Tasos Venetis

Personal information
- Full name: Anastasios Venetis
- Date of birth: 24 March 1980 (age 46)
- Place of birth: Larissa, Greece
- Height: 1.88 m (6 ft 2 in)
- Position: Defender

Youth career
- –1996: Apollon Larissa

Senior career*
- Years: Team / Apps / (Gls)
- 1996–1997: Iraklis / 0 / (0)
- 1997–1999: AEL / 41 / (1)
- 1999–2003: Dundee United / 57 / (2)
- 2003: Ross County / 9 / (1)
- 2003–2004: Akratitos / 23 / (0)
- 2005–2006: Kallithea / 24 / (1)
- 2006–2008: AEL / 19 / (0)
- 2008–2009: OFI / 5 / (0)
- 2009–2013: Kerkyra / 89 / (3)
- 2013–2017: AOK Kerkyra / 104 / (3)

International career^{‡}
- 2000: Greece U21 / 6 / (0)

= Anastasios Venetis =

Greek footballer (born 1980)

Anastasios "Tasos" Venetis (Αναστάσιος "Τάσος" Βενέτης; born 24 March 1980) is a Greek former professional footballer who played as a defender.

==Club career==
Born in Larissa, Venetis began his career with Apollon Larissa and he was transferred to Iraklis at the age of 16. The next season moved to AEL after failing to make an appearance.

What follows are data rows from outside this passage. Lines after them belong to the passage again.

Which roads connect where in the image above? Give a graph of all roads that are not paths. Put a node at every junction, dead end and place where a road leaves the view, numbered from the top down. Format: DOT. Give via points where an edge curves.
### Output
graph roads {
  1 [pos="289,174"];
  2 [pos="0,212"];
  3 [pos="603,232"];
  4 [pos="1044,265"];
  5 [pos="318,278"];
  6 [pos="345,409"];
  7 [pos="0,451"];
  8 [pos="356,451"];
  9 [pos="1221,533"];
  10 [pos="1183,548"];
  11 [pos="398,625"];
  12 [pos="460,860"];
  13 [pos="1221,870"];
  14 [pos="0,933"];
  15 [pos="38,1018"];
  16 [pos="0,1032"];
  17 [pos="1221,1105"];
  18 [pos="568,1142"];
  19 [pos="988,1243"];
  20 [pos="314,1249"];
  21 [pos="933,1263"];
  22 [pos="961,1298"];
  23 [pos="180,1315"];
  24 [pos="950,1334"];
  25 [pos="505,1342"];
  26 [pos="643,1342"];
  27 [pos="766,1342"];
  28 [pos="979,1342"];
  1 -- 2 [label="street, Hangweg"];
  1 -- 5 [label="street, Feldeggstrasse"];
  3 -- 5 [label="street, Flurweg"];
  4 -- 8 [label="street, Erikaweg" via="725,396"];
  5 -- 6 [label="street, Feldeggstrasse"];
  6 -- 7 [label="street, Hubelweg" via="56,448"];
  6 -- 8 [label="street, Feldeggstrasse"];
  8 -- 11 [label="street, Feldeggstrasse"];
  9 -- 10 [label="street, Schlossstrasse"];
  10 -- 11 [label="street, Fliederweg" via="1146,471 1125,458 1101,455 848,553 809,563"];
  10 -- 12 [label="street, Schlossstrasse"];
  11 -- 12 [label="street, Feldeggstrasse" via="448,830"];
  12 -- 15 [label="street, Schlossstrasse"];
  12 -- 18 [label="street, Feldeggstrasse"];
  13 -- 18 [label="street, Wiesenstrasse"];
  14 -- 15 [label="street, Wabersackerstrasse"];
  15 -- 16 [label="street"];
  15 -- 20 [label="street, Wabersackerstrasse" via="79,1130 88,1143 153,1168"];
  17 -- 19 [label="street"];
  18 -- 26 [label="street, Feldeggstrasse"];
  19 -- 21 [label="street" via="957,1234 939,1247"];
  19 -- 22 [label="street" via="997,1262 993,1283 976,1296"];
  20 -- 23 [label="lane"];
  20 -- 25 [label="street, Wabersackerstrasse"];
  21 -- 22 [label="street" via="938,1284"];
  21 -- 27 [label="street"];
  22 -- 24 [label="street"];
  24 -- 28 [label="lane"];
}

After two years, he moved to Scotland and spent three-and-a-half years with Scottish Premier League side Dundee United, with a further six months at Ross County. At Ross County he scored once against Inverness Caledonian Thistle. Venetis moved back to his homeland Greece in 2003, where he would play for Akratitos, Kallithea, AEL and OFI in the Super League.

Venetis played for the Greece national under-21 football team, making his debut in 2000.